F1 – Ferrari e Red Bull se envolvem em guerra de palavras

Christian Horner e Maurizio Arrivabene

Os chefes de equipe Maurizio Arrivabene e Christian Horner se envolveram em um conflito por causa da transferência de Laurent Mekies da FIA para a Ferrari.

Horner, chefe da Red Bull, já havia dito que a contratação de Mekies violou um acordo de cavalheiros fechado no Grupo de Estratégia em relação aos funcionários da FIA, após a controversa contratação de Marcin Budkowski pela Renault.

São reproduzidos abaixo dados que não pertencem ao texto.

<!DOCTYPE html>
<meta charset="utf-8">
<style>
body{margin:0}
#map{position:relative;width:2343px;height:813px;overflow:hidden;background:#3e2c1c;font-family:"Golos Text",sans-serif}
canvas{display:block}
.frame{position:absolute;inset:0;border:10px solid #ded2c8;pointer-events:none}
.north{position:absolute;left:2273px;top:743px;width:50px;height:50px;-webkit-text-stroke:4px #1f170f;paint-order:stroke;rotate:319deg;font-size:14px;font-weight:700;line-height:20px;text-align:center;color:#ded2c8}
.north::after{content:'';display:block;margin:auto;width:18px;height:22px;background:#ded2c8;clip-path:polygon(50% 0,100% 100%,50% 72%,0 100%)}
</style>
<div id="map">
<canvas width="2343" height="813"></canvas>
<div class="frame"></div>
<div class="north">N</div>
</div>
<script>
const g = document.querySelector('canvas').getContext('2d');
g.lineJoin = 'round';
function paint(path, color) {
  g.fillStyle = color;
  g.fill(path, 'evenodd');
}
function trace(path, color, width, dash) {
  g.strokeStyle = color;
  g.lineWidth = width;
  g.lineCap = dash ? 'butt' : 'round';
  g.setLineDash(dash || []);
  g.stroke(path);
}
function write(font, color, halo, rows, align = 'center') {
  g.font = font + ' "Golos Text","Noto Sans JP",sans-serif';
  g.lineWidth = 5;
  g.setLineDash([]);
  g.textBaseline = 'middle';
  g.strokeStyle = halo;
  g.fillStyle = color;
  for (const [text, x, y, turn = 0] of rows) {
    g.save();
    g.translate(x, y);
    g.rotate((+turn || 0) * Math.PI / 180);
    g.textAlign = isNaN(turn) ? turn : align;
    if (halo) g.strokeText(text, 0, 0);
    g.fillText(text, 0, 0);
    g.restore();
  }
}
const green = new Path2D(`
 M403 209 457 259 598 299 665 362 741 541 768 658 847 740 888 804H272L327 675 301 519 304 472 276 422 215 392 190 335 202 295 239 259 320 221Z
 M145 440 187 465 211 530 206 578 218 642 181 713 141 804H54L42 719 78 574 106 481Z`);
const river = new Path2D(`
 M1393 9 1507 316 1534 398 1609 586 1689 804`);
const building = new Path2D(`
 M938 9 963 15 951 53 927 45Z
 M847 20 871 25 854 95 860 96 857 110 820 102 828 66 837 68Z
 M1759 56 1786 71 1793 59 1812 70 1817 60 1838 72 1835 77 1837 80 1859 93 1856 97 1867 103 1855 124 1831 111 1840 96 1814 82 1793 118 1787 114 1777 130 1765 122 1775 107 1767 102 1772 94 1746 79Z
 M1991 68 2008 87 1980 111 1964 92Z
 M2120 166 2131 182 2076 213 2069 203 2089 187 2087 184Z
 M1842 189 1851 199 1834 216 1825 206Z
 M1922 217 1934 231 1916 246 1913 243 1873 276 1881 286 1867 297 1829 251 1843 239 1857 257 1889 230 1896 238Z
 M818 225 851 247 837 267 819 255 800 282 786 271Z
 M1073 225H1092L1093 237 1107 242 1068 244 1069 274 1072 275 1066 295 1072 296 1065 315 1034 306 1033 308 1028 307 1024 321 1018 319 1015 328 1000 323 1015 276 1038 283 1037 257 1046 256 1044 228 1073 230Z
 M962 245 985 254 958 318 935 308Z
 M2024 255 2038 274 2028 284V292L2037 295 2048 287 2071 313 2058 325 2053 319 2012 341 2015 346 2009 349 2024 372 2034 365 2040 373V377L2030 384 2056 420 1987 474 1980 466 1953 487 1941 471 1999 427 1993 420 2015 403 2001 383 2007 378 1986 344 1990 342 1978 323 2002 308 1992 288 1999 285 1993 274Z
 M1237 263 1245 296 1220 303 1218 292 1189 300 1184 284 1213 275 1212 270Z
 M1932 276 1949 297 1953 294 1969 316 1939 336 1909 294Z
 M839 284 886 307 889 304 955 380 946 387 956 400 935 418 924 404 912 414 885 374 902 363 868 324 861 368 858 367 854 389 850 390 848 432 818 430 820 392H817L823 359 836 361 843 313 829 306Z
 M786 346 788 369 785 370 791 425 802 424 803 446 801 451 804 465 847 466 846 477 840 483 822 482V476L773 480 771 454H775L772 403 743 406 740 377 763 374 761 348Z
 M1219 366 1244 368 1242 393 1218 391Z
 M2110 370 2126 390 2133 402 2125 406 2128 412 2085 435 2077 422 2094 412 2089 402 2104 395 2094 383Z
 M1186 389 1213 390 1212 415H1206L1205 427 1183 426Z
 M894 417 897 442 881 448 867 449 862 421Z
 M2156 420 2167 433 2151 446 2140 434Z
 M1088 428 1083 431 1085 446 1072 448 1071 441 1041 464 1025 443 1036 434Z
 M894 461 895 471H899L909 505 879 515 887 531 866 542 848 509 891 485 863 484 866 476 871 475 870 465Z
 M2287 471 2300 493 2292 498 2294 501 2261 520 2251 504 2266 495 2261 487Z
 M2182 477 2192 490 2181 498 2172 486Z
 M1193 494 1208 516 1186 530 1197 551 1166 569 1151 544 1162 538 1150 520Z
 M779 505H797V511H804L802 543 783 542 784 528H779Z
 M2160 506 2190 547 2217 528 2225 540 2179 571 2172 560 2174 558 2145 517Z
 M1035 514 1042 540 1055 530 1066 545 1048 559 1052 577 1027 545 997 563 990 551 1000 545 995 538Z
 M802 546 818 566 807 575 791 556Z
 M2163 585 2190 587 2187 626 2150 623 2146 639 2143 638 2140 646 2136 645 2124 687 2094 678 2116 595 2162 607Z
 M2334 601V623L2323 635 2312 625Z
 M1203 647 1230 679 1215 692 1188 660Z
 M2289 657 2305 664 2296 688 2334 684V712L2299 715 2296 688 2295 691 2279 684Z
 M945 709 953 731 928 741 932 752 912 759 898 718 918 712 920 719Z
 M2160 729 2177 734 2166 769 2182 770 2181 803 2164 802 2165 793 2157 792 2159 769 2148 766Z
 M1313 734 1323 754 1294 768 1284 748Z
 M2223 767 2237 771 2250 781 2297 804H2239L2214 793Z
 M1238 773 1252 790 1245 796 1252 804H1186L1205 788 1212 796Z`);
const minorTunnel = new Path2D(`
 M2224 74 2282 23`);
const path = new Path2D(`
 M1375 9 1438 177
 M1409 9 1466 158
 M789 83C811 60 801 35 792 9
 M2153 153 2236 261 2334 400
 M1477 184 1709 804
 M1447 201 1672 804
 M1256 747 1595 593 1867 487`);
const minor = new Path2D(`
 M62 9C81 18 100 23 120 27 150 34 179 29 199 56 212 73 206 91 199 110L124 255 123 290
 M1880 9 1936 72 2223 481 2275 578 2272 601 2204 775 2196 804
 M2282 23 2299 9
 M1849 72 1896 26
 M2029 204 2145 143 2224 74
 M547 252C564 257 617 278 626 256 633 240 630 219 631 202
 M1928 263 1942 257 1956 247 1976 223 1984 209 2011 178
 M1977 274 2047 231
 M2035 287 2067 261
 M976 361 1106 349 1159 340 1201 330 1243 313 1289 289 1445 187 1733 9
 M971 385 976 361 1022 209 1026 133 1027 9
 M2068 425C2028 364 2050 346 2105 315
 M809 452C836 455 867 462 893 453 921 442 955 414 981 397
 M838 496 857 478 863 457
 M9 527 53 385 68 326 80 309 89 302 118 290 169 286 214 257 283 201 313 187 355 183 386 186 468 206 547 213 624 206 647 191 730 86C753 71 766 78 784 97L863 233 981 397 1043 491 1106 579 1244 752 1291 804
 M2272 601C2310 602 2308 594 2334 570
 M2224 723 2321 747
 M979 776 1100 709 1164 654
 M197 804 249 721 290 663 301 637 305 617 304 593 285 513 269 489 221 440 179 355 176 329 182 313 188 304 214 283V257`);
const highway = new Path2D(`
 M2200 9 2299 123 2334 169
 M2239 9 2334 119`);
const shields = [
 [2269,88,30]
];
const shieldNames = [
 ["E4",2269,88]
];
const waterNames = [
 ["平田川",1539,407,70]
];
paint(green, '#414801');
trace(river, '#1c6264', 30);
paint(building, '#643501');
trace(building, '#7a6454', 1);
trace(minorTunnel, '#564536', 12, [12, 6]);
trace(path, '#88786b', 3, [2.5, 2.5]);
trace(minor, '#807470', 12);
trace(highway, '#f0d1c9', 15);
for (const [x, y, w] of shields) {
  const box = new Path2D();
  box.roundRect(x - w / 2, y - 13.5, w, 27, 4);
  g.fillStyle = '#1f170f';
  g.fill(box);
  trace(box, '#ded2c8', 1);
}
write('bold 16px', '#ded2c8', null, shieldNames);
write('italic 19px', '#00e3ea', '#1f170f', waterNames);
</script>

Horner e Eric Boullier, da McLaren, sugeriram que as equipes haviam concordado em respeitar um afastamento remunerado de 12 meses para ex-funcionários da FIA ou da Fórmula 1, mas Mekies – que continua na FIA, mas foi retirado das funções da F1 – começará a trabalhar na Ferrari apenas seis meses depois do anúncio da contratação.

Arrivabene afirmou que a Ferrari não quebrou nenhum acordo.

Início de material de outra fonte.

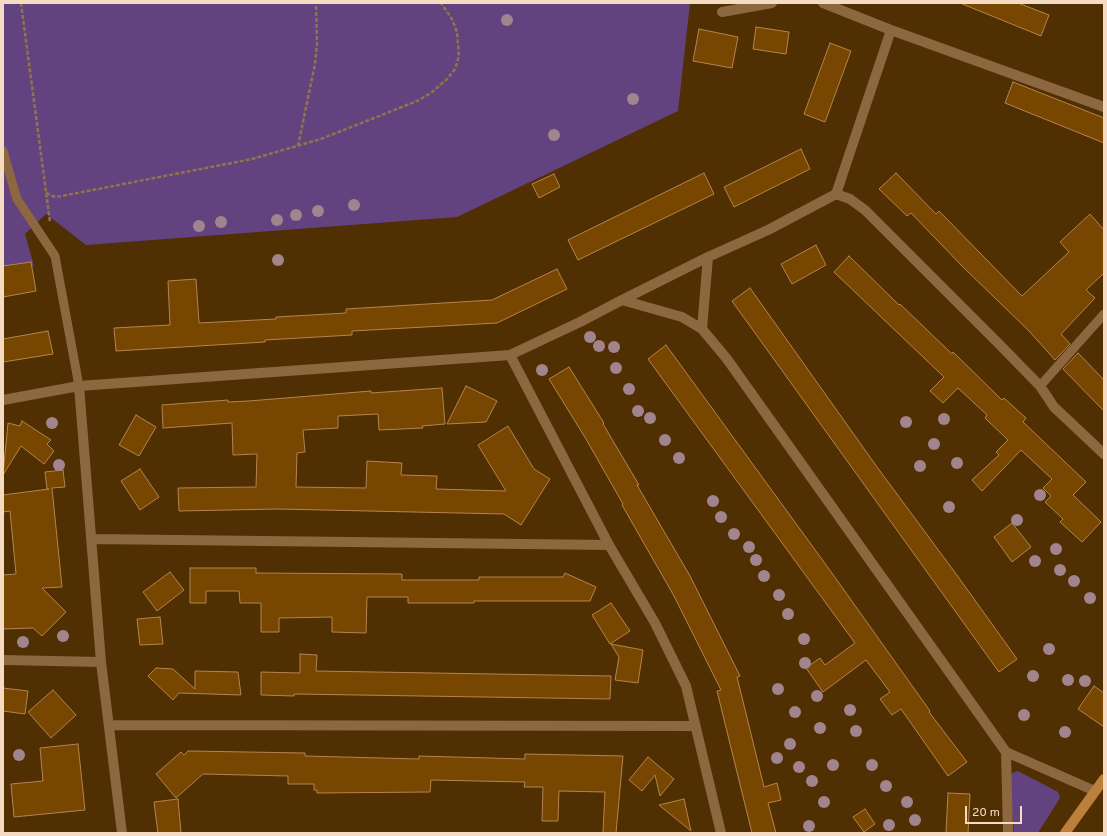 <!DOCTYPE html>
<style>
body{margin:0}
#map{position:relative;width:1107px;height:836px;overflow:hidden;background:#502f03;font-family:Overpass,sans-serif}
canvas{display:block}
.frame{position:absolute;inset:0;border:4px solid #f5dbc1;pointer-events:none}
.scale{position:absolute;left:965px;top:806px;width:57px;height:18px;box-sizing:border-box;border:2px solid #f5dbc1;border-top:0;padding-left:5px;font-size:12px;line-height:14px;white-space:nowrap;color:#f5dbc1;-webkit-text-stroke:3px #502f03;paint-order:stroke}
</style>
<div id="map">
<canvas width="1107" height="836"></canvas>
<div class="frame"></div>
<div class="scale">20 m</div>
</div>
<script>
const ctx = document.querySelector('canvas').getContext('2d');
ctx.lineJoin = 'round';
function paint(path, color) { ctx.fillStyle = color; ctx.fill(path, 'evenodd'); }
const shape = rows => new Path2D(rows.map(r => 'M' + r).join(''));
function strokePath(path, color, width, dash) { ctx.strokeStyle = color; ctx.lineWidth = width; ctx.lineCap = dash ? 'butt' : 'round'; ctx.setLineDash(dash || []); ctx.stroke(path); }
paint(shape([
 [3,3,690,3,678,111,457,217,86,245,46,214,25,234,34,266,3,270],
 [1018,771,1058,792,1060,798,1038,833,1014,833,1009,777,1012,773]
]), '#62427f');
const building = shape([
 [960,3,1018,3,1049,15,1041,36,960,3],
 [756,27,789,32,786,54,753,49,756,27],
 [699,29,738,37,732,68,693,61,699,29],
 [830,43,851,51,825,122,804,114,830,43],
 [1013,82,1104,118,1104,143,1005,103,1013,82],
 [801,149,810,169,734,207,724,187,801,149],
 [704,173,714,194,578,260,568,240,704,173],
 [896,173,936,214,939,211,1022,296,1069,252,1060,242,1090,214,1104,230,1104,273,1086,290,1095,298,1061,334,1070,344,1055,360,1029,331,963,267,911,213,907,216,879,189,896,173],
 [554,174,560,187,539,198,532,184,554,174],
 [816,245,826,265,792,284,781,264,816,245],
 [849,256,899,305,900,304,952,354,953,352,1002,400,1004,398,1026,418,1023,422,1086,482,1073,495,1101,522,1082,542,1060,522,1063,519,1045,502,1051,496,1043,488,1052,479,1021,450,982,491,972,480,999,455,996,452,1008,440,985,418,987,415,958,388,943,403,930,391,944,377,834,272,849,256],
 [31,262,36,291,3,297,3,266,31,262],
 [557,269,567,289,497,323,352,331,352,335,265,340,265,342,116,351,114,328,170,325,168,281,196,279,199,323,276,319,276,317,346,313,346,309,492,300,557,269],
 [750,288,877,467,959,578,1017,659,999,672,732,301,750,288],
 [48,331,53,354,3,362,3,339,48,331],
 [666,345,829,569,930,711,929,712,967,762,948,776,901,709,892,715,880,699,890,692,866,660,823,692,806,668,820,658,825,665,855,643,648,359,666,345],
 [1078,353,1104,380,1104,411,1063,369,1078,353],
 [569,367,604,423,603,424,639,485,637,485,690,576,740,676,737,677,764,787,777,783,781,800,768,803,776,833,752,833,717,691,721,690,674,596,622,505,623,504,586,439,549,379,569,367],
 [466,386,497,401,486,422,447,424,466,386],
 [442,388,445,424,422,426,423,428,379,430,378,414,338,416,338,428,303,430,305,452,297,453,296,487,366,488,367,461,402,463,401,475,437,476,436,489,506,491,478,445,508,426,534,469,550,479,521,525,504,514,278,509,179,511,178,488,256,487,257,454,233,455,232,423,163,428,162,405,228,400,228,402,249,401,371,391,371,393,442,388],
 [136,415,156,427,139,456,119,445,136,415],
 [22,421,51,440,47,444,54,451,44,464,21,446,3,475,8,423,20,426,22,421],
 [140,469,159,497,140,510,121,481,140,469],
 [63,470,65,487,52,488,62,587,42,588,66,612,42,636,33,628,3,629,3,575,16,574,10,511,3,512,3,495,49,489,47,489,45,472,63,470],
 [1012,523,1031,547,1012,562,994,537,1012,523],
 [190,568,256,568,256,573,402,574,402,580,479,580,479,577,563,577,565,573,596,587,590,601,474,601,474,603,408,603,408,597,367,597,366,633,332,632,332,617,279,618,279,632,261,632,261,603,240,603,239,591,206,591,206,603,190,603,190,568],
 [170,572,184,590,157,611,143,592,170,572],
 [611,603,630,631,610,644,592,615,611,603],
 [160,617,163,644,140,645,137,619,160,617],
 [611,644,643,650,638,683,615,680,619,657,611,644],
 [300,654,317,655,316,671,611,676,610,699,294,694,294,696,261,695,261,672,300,673,300,654],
 [156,668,173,669,195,689,195,671,238,672,241,695,179,693,173,700,148,676,156,668],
 [1094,686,1104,693,1104,727,1078,709,1094,686],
 [3,688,28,691,25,714,3,711,3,688],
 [53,690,76,715,51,738,28,712,53,690],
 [78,744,85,810,14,817,11,784,43,781,40,748,78,744],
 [188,751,305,753,305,756,419,759,419,756,525,759,525,754,623,756,616,833,603,833,605,792,559,791,558,821,542,821,543,787,524,787,525,782,431,780,430,792,317,793,317,790,314,790,314,784,288,784,288,776,203,774,176,798,156,774,181,752,184,755,188,751],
 [648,757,674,779,660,796,655,775,642,791,629,780,648,757],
 [948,793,970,794,968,833,946,833,948,793],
 [178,799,181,833,158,833,154,802,178,799],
 [684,799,691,831,659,805,684,799],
 [865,809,875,824,864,832,853,817,865,809]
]);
paint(building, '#774701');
strokePath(building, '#b48450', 1);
strokePath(shape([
 [21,3,50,222],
 [298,146,315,64,317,44,316,3],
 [46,193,55,197,62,196,252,159,321,139,417,101,431,93,447,79,455,69,459,56,457,32,452,19,441,3]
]), '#91734e', 2.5, [4, 2]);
strokePath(shape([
 [3,151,17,199,55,256,79,386],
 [1040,386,1104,314]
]), '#8c673f', 9);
strokePath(shape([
 [823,3,891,30,1104,107],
 [722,12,772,3],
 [836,194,850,199,865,210,999,344,1040,386,1054,407,1104,454],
 [622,300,682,317,702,329,727,359,1006,752,1095,791],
 [702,329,708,257],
 [510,355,609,545,655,623,686,686,721,833],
 [79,386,101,662,122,833],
 [3,400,79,386,510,355,580,322,622,300,708,257,768,230,836,194,891,30],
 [91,539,609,545],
 [3,660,101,662],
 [109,725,695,726],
 [1006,752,1008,833]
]), '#8c673f', 10);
strokePath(shape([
 [1065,833,1104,779]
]), '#bb803c', 10);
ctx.fillStyle = '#a1848d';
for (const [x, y] of [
 [507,20],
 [633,99],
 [554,135],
 [354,205],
 [318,211],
 [296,215],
 [277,220],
 [221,222],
 [199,226],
 [278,260],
 [590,337],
 [599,346],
 [614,347],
 [616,368],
 [542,370],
 [629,389],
 [638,411],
 [650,418],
 [944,419],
 [906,422],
 [52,423],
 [665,440],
 [934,444],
 [679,458],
 [957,463],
 [59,465],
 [920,466],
 [1040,495],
 [713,501],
 [949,507],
 [721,517],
 [1017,520],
 [734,534],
 [749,547],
 [1056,549],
 [756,560],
 [1035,561],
 [1060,570],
 [764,576],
 [1074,581],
 [779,595],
 [1090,598],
 [788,614],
 [63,636],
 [804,639],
 [23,642],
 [1049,649],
 [805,663],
 [1033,676],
 [1068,680],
 [1085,681],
 [778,689],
 [817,696],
 [850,710],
 [795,712],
 [1024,715],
 [820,728],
 [856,731],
 [1065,732],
 [790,744],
 [19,755],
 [777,758],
 [833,765],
 [872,765],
 [799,767],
 [812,781],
 [886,786],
 [824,802],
 [907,802],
 [915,820],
 [889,825],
 [809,826]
]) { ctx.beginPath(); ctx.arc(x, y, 6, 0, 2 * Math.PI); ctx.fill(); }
</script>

“Não houve nada de errado, nós respeitamos a lei suíça local onde Laurent foi contratado”, declarou ele. “E, posteriormente, fomos ainda mais longe com seis meses de afastamento remunerado”.

Ele insistiu que a conclusão do Grupo de Estratégia havia sido aguardar o veredicto do departamento legal da FIA sobre as implicações das leis trabalhistas na próxima reunião em abril.

“Ouvi comentários relacionados a um suposto acordo de cavalheiros”, disse Arrivabene. “Sob as leis trabalhistas, um acordo de cavalheiros é ilegal”.

Horner, que participou da conferência de imprensa da FIA em Melbourne com Arrivabene e Toto Wolff, chefe da Mercedes, permaneceu convencido de que a Ferrari está errada. Ele disse que o “grande mal-estar” em relação à contratação de Budkowski pela Renault levou ao consenso de que “todas as equipes consideraram inaceitável” a ida imediata de funcionários da FIA para as equipes.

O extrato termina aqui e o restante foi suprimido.